Los Angeles – Viola Davis and Mahershala Ali won Oscars on Sunday for their supporting roles in African-American stories "Fences" and "Moonlight" on a night where diversity, and digs at US President Donald Trump, both loomed large.
Ali, and a tearful Davis, each winning their first Oscars, were among a record seven actors of color nominated for Academy Awards this year, in stark contrast to 2016 when there were none.
With a leading 14 nominations, romantic musical "La La Land" won for orignal score and theme song "City of Stars" for its tale of a struggling actress (Emma Stone) and a jazz pianist (Ryan Gosling).

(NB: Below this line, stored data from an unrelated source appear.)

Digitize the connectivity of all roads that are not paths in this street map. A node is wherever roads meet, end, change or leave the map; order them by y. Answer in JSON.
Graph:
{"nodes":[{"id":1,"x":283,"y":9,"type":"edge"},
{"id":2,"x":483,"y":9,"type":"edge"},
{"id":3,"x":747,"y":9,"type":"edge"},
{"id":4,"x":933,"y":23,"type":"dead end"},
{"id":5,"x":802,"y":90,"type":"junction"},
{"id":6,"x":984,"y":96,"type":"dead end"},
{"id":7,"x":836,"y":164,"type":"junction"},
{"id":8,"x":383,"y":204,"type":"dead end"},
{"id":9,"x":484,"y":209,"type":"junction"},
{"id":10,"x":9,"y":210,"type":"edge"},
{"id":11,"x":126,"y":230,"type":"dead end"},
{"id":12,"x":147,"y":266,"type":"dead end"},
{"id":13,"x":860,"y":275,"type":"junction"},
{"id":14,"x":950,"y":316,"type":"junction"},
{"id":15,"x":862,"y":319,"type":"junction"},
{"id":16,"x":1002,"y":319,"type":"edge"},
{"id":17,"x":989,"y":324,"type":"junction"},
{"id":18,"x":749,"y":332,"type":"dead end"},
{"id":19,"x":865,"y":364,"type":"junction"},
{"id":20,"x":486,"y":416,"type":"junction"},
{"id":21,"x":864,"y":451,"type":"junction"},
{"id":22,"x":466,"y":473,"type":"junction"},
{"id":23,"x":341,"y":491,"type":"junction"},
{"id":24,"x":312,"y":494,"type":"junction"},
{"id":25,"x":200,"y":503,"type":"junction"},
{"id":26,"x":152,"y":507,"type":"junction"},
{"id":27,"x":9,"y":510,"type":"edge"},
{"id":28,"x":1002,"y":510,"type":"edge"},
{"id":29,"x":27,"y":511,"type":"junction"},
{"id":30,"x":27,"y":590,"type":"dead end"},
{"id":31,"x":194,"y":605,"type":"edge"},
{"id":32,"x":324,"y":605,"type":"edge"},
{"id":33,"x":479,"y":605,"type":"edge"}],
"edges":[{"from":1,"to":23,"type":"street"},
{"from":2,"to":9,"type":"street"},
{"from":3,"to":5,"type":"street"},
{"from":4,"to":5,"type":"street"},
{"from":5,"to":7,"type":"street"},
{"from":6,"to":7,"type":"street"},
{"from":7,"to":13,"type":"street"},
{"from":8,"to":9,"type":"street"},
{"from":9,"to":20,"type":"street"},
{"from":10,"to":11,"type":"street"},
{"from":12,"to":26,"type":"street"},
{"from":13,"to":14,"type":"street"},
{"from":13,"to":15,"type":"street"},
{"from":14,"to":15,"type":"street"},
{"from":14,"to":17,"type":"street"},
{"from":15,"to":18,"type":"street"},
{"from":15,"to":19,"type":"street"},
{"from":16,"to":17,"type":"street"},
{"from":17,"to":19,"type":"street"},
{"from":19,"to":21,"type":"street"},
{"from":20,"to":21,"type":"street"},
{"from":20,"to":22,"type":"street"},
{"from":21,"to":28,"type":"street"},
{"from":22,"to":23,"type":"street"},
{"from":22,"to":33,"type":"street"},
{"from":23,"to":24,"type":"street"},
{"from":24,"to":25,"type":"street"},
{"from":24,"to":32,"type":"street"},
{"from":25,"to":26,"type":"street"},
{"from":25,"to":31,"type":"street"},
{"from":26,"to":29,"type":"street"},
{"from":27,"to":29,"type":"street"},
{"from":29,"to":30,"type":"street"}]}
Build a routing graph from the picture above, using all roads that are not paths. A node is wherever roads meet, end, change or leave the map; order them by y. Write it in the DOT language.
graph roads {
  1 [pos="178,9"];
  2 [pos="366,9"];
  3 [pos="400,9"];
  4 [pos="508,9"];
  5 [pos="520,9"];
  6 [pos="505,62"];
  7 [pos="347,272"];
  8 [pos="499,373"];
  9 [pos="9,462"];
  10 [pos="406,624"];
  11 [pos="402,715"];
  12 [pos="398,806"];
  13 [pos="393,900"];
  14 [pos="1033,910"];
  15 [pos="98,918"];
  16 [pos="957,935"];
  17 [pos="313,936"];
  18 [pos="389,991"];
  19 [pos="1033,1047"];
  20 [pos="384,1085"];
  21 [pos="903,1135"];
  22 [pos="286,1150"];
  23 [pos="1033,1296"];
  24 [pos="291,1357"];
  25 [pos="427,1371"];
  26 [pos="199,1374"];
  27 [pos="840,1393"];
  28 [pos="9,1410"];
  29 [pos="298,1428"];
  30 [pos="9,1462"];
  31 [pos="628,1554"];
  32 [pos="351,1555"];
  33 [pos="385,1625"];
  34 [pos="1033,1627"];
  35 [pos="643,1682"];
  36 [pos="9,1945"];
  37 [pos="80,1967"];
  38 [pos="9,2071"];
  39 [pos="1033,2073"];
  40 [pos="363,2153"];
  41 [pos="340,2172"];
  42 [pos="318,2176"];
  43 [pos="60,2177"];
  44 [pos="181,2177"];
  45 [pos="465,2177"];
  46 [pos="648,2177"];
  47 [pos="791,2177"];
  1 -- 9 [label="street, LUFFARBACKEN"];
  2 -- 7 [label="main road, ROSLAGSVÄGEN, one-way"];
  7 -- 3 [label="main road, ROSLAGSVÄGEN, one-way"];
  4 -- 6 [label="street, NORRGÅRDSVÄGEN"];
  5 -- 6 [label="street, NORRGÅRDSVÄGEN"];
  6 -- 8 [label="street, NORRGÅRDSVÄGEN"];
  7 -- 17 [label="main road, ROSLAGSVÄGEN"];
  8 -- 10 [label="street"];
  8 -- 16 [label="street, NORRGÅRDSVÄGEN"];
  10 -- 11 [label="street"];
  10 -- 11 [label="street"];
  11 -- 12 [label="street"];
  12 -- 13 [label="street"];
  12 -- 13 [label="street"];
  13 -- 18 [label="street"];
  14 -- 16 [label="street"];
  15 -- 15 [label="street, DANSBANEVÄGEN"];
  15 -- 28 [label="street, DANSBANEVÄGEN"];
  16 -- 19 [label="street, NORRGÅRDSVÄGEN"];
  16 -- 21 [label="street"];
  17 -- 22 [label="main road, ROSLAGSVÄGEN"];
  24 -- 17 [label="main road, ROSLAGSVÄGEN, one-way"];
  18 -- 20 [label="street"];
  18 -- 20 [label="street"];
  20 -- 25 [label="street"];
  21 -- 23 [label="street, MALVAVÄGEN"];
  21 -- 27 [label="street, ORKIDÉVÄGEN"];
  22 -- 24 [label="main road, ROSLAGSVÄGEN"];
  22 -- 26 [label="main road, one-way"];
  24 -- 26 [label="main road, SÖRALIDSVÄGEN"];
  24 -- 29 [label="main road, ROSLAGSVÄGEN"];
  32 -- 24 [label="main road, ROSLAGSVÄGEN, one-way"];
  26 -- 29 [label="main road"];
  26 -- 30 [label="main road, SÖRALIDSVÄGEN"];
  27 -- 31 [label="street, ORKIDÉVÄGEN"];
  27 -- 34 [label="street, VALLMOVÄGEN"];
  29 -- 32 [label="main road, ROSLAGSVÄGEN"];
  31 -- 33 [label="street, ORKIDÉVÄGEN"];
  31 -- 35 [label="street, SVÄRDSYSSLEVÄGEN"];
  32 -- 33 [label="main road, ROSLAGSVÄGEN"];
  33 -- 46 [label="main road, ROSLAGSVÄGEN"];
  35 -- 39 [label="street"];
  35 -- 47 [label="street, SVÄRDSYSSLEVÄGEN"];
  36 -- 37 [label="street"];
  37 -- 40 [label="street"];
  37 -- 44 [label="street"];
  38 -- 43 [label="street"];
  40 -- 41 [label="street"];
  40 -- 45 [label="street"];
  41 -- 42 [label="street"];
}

But the chances of "La La Land" equaling the 11 Oscars record held by "Titanic," "Ben-Hur," and "Lord of the Rings: The Return of the King," slipped away as the musical lost some early technical awards.
The biggest awards – for best picture, director and lead actress and actor – will be handed out at the end of the three and a half hour show.
Trump, and actress Meryl Streep, took centre stage as host Jimmy Kimmel fired off political zingers after an awards season marked by celebrity opposition to the Republican president and his policies.
"I want to say thank you to President Trump. Remember last year when it seemed like the Oscars were racist?" quipped Kimmel in an apparent reference to Trump's crackdown on immigrants and travelers from seven majority Muslim nations.
Streep, 67, was given a standing ovation by the audience after Kimmel recalled how Trump had derided the actress as "overrated" after she attacked him at the Golden Globes ceremony in January.
"Meryl Streep has phoned it in for more than 50 films in the course of her lackluster career," Kimmel quipped as triple Oscar winner Streep squirmed in her seat.
Kimmel later said he was concerned that Trump, known for his heavy use of Twitter, had not tweeted during Sunday's show.
"Hey @realDonaldTrump, u up?", Kimmel tweeted to Trump, adding #merylsayshi. His tweet was retweeted 100 000 times in just the first five minutes.
Several celebrities wore blue ribbons on Sunday in support of the American Civil Liberties Union (ACLU) advocacy group that worked to get Trump's travel ban blocked in US courts.
Iran's "The Salesman" was named best foreign language film but its director, Asghar Farhadi, boycotted Sunday's ceremony because of the Trump's controversial bid to ban travelers from seven majority Muslim nations, including Iran.
In a speech delivered on his behalf by Iranian-American space expert Anousheh Ansari, Farhadi said his absence was due to "an inhumane law that bans entry into the US... Dividing the world into the 'us' and 'our enemies' categories creates fear, a deceitful justification for aggression and war."
Cheryl Boone Isaacs, president of the Academy of Motion Picture Arts and Sciences which votes on the Oscar winners, made no mention of Trump when she took the stage on Sunday.
But she told the audience of A-listers and the millions of people watching on television around the world that, "tonight is proof that art has no borders, art has no single language and art does not belong to a single faith. The power of art is that it transcends these things," she said.